Ahora es el propio mercado el que parece estar hablando con sus decisiones. Los inversores no necesariamente están anticipando una devaluación abrupta e inmediata, pero sí están pagando por protegerse de una eventual aceleración del tipo de cambio oficial. En otras palabras, prefieren resignar parte del rendimiento antes que quedar completamente expuestos a una corrección cambiaria. La demanda creciente por estos instrumentos revela que la confianza ciega que el Gobierno celebraba hace un año y medio ya no existe en los mismos términos.
 

El giro, además, coincide con señales provenientes del propio oficialismo y de organismos internacionales. El vocero presidencial Adrián Ravier anticipó que en “unos meses” el dólar podría ubicarse alrededor de los $1.800, mientras que la titular del FMI, Kristalina Georgieva, habría planteado ante empresarios argentinos que el tipo de cambio debería ser más alto. Las curvas de futuros y las proyecciones privadas también comenzaron a incorporar un sendero de depreciación más pronunciado.
 

Para Caputo, los bonos dólar linked ofrecen una salida inmediata a un problema concreto: permiten renovar vencimientos y conseguir pesos sin tener que convalidar tasas todavía más elevadas. Pero la solución tiene una trampa. El Estado está trasladando parte del riesgo cambiario a su propia deuda. Si el dólar acelera, también aumenta automáticamente el costo financiero de esos compromisos.
 

La paradoja política es difícil de ocultar.
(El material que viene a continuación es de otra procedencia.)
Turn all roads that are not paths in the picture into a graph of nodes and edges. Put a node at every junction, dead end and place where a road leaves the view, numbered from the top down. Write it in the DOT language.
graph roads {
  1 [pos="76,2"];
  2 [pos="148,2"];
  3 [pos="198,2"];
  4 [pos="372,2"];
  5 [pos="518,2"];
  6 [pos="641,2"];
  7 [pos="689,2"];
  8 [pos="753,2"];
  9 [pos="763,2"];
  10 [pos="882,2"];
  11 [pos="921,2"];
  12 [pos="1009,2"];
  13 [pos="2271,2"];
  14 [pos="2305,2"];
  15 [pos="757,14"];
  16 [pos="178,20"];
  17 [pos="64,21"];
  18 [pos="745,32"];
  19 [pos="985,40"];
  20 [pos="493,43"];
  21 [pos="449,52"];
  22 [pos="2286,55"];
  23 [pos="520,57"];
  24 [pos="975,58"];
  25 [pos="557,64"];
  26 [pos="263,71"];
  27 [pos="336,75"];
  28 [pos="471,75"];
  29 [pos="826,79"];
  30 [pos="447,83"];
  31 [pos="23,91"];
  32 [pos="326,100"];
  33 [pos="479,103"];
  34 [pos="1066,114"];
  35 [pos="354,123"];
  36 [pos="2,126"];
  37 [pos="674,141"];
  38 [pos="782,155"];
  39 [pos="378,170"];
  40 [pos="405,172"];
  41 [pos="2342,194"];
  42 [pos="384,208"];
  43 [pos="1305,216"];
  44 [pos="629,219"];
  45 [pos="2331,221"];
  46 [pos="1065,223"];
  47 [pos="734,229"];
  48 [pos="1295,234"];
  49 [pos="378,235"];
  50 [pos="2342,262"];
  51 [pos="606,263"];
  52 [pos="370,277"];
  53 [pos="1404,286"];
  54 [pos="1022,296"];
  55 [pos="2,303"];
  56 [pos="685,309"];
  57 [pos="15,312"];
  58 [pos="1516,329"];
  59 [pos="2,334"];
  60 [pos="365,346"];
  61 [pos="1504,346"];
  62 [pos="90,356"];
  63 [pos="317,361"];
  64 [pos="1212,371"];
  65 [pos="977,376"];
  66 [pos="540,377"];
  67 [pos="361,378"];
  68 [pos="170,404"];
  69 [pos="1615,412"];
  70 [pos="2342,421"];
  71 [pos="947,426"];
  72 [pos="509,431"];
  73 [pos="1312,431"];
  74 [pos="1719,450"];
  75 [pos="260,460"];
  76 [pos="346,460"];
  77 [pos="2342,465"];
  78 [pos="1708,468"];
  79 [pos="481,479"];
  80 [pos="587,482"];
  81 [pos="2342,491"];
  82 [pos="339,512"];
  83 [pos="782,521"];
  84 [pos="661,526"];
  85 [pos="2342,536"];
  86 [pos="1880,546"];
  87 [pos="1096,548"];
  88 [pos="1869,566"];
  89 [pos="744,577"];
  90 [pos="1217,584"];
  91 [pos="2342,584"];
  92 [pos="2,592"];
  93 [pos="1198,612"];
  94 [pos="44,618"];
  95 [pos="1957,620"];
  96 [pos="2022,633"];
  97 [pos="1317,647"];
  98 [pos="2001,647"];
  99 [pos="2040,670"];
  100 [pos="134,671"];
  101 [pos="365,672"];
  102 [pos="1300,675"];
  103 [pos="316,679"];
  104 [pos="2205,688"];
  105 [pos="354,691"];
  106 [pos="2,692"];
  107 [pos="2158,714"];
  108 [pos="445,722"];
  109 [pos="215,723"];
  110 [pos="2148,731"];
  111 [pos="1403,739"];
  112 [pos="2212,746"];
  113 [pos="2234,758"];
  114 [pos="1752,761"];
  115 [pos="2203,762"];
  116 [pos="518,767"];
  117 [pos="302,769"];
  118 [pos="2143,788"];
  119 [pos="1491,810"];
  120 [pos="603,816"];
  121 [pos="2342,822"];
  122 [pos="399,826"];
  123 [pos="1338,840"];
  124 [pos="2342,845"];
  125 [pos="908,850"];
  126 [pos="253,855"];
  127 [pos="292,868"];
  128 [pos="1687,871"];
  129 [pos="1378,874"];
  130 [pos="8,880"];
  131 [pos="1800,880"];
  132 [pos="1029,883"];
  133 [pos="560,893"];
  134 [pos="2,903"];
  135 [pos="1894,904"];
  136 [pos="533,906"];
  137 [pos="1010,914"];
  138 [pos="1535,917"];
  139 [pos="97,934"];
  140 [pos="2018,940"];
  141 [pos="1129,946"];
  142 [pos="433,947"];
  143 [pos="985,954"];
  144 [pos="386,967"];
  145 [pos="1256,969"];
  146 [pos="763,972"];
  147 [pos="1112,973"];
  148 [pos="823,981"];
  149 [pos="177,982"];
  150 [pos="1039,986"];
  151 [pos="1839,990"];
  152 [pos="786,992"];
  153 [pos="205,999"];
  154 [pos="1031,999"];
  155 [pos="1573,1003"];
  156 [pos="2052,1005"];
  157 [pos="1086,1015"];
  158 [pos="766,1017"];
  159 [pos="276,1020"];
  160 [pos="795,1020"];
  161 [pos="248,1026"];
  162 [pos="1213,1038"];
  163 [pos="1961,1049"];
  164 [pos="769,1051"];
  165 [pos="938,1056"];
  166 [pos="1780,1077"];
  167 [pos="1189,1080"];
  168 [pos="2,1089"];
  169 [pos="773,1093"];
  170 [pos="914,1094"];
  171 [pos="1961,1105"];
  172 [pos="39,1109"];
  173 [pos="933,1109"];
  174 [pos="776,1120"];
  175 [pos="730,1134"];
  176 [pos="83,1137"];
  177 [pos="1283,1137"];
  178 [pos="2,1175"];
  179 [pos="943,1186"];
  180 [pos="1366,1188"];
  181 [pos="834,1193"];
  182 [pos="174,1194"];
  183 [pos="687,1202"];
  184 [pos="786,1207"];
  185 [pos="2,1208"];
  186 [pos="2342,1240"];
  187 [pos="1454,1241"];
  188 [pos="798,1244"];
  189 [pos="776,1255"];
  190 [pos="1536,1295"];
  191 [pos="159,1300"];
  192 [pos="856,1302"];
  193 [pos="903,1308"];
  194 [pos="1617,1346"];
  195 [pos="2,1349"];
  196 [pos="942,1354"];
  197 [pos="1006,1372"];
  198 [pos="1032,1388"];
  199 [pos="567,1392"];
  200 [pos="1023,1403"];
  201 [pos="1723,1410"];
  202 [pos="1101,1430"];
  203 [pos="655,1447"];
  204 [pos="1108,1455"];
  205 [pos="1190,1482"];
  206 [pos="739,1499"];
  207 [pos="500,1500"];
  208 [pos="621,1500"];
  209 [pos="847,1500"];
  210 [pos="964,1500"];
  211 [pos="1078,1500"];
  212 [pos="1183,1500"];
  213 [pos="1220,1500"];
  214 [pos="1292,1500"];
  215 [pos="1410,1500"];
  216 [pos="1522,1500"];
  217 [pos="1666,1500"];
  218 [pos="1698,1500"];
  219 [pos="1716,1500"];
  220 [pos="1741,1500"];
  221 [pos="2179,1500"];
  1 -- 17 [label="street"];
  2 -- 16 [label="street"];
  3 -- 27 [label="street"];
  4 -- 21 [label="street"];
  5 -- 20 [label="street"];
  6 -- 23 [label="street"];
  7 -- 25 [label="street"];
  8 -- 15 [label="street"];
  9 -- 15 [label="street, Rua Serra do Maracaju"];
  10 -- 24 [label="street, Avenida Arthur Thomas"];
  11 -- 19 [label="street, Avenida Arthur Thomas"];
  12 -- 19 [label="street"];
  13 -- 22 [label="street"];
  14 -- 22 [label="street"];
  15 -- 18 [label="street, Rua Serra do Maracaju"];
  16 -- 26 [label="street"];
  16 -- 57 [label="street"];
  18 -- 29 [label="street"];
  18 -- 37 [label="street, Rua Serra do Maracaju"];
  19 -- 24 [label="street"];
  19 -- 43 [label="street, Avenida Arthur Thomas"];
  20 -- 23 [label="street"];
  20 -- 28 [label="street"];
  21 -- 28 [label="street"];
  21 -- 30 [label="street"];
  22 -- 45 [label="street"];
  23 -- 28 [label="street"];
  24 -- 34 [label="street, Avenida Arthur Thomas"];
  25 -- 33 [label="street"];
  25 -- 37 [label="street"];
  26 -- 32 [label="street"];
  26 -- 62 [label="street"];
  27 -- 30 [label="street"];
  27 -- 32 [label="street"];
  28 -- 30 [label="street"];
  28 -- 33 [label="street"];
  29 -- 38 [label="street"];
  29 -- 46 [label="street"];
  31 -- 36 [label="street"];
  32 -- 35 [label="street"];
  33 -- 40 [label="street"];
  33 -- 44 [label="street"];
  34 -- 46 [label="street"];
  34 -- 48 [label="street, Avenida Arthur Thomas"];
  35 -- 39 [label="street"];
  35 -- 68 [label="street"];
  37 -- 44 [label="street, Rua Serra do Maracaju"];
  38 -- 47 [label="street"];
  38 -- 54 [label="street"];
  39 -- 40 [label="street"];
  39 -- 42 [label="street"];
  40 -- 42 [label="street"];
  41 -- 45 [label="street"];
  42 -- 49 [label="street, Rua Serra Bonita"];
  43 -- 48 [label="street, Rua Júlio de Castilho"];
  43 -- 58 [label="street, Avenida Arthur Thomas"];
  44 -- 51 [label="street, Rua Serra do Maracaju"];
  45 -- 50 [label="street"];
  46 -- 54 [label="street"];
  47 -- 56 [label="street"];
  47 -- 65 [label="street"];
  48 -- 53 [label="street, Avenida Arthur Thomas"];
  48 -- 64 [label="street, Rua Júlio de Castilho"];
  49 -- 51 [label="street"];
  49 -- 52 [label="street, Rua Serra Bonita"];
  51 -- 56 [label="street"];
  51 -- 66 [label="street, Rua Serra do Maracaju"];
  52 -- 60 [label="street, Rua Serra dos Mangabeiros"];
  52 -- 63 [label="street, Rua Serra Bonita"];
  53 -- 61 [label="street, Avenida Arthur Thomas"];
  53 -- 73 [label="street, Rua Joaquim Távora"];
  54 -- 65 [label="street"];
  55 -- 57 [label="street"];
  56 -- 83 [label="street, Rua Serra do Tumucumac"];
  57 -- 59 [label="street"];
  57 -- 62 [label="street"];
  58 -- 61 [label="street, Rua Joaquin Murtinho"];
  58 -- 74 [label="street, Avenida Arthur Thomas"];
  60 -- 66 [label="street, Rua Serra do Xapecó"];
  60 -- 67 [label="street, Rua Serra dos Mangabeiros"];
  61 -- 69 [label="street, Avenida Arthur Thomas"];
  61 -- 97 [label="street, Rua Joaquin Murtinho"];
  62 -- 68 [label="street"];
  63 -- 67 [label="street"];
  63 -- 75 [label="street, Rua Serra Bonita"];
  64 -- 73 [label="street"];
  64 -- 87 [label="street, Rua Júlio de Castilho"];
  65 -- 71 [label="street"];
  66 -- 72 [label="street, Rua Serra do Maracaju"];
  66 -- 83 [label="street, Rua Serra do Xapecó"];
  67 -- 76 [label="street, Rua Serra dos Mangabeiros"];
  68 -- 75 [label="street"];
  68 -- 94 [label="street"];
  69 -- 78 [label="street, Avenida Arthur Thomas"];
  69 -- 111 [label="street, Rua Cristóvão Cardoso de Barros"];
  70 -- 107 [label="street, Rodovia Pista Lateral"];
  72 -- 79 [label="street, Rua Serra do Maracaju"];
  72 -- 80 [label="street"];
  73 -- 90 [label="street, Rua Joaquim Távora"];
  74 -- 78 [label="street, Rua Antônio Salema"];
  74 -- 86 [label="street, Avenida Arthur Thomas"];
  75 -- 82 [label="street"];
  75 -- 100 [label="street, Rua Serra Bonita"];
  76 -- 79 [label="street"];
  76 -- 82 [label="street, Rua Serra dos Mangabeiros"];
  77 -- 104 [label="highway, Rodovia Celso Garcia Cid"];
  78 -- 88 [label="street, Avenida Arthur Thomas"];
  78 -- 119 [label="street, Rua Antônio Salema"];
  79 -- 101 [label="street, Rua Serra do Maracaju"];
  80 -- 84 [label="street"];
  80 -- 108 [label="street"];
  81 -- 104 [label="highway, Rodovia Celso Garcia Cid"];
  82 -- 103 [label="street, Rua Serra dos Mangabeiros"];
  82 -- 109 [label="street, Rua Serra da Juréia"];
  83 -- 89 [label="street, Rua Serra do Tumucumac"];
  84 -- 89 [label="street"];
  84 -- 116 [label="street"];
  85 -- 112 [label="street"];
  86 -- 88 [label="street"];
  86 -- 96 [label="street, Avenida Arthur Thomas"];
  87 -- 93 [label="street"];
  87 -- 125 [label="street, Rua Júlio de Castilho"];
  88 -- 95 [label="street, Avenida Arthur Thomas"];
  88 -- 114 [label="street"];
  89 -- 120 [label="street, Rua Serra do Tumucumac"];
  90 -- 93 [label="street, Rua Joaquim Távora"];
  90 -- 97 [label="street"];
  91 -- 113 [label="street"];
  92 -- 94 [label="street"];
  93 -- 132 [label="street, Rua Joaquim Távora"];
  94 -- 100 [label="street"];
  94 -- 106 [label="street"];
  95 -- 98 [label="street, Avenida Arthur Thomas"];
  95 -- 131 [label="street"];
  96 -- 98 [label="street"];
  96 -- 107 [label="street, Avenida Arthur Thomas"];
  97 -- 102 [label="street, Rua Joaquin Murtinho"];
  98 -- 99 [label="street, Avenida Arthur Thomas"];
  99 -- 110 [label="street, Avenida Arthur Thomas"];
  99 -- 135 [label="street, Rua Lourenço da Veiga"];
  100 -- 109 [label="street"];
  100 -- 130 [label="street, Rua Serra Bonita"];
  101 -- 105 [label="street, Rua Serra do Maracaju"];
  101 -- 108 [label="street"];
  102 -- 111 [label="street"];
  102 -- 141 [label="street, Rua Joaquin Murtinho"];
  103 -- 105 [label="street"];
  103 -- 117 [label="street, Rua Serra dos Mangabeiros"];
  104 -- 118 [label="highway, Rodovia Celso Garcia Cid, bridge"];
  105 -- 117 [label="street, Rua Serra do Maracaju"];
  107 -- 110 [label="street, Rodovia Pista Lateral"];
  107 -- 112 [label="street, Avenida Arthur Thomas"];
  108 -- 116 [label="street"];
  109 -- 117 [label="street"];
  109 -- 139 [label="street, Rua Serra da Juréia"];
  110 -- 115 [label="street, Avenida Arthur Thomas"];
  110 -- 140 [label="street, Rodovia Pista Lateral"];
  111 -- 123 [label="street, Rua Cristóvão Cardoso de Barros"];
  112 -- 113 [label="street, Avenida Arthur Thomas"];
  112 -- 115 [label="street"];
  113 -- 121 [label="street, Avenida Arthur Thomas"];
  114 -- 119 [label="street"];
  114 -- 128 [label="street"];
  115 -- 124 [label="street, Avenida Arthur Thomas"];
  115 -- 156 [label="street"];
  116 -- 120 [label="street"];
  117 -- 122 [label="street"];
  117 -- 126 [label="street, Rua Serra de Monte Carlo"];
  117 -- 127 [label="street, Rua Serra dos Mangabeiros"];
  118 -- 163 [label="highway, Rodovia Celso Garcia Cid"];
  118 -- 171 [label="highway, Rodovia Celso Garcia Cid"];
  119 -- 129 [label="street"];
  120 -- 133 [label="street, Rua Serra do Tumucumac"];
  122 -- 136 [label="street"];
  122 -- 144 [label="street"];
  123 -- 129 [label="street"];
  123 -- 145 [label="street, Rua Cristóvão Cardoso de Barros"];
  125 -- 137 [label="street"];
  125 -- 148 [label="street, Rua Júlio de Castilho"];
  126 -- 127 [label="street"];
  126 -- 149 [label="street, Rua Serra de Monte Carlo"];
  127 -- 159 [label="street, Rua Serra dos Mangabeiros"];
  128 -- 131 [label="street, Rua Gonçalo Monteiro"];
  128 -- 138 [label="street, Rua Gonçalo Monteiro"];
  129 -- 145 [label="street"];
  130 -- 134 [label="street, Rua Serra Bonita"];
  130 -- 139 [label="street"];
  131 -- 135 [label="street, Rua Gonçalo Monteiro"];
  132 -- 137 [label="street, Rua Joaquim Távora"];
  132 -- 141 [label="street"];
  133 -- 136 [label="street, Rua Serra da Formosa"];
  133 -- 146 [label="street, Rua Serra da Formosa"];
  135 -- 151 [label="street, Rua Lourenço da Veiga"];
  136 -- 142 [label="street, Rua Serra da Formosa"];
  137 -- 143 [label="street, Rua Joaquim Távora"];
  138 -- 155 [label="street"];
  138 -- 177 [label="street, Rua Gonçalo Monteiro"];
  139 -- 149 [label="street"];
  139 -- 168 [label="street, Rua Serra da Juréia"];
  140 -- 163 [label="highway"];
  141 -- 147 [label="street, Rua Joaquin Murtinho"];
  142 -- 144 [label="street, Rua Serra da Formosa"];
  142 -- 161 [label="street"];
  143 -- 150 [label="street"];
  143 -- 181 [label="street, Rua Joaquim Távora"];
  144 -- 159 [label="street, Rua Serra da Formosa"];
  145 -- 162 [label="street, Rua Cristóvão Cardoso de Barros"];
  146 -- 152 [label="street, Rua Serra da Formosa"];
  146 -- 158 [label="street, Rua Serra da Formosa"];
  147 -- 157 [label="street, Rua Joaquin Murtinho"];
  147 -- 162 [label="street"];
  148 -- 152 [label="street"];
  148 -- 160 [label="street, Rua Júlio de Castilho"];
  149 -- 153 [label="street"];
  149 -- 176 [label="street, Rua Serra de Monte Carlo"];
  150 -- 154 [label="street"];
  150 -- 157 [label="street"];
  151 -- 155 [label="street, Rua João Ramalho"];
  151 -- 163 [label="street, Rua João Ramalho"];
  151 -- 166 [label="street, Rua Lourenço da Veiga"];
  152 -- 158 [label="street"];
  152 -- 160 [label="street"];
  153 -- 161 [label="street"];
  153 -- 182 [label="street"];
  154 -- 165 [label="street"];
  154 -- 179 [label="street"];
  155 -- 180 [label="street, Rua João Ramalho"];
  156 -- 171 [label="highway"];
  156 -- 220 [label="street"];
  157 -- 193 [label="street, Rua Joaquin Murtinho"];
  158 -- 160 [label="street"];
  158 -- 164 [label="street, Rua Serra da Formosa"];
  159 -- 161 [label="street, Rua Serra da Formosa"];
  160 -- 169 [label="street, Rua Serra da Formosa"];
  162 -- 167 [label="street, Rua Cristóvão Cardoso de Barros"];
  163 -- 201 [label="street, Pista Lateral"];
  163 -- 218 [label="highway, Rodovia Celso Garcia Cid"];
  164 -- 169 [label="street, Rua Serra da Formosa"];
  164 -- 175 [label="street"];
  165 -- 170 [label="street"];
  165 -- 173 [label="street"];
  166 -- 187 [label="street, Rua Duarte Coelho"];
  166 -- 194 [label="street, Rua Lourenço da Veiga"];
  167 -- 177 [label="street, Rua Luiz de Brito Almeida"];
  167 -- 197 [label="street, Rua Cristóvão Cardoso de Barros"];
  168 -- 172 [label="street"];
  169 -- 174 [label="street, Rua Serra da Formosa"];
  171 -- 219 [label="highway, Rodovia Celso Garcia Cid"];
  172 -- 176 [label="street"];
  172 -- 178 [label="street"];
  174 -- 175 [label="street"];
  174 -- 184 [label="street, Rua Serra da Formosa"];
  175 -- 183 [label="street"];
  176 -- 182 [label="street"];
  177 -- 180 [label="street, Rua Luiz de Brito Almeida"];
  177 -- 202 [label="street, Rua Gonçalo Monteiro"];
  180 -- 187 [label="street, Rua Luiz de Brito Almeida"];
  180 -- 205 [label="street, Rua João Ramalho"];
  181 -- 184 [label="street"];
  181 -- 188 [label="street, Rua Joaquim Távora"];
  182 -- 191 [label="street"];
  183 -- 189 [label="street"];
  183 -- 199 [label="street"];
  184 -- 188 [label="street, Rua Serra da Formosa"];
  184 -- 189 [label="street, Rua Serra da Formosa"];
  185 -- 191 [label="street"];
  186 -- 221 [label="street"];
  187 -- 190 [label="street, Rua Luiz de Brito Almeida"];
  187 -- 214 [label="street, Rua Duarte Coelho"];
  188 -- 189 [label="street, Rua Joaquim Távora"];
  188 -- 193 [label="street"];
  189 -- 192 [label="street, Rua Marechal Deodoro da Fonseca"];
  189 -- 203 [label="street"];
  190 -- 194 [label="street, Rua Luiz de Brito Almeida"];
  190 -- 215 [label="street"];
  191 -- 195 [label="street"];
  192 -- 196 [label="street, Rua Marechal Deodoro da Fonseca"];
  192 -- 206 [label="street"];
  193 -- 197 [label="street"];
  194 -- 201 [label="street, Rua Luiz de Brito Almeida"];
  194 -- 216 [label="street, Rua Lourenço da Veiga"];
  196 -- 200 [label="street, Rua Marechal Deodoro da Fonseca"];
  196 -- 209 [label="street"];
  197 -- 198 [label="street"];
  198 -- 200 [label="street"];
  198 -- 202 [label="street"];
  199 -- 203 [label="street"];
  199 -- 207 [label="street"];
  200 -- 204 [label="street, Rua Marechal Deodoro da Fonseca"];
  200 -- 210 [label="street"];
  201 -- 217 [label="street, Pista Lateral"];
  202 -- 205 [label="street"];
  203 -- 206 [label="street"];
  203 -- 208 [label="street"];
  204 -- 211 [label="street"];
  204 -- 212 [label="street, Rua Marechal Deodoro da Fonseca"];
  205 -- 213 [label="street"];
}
Lo que en 2025 Milei utilizaba como argumento para ridiculizar a sus críticos, en 2026 su Gobierno lo necesita para poder financiarse. La ausencia de demanda por deuda dólar linked era presentada como una prueba de confianza; el récord de $8,1 billones colocado ahora demuestra que los inversores quieren exactamente lo contrario: protección frente al riesgo cambiario.
 

El mercado, esta vez, no respondió con discursos ni con posteos en redes sociales. Respondió poniendo su dinero donde considera que está el riesgo. Y para un Gobierno que convirtió la confianza de los mercados en uno de los pilares de su relato económico, esa señal puede ser bastante más incómoda que cualquier crítica de la oposición.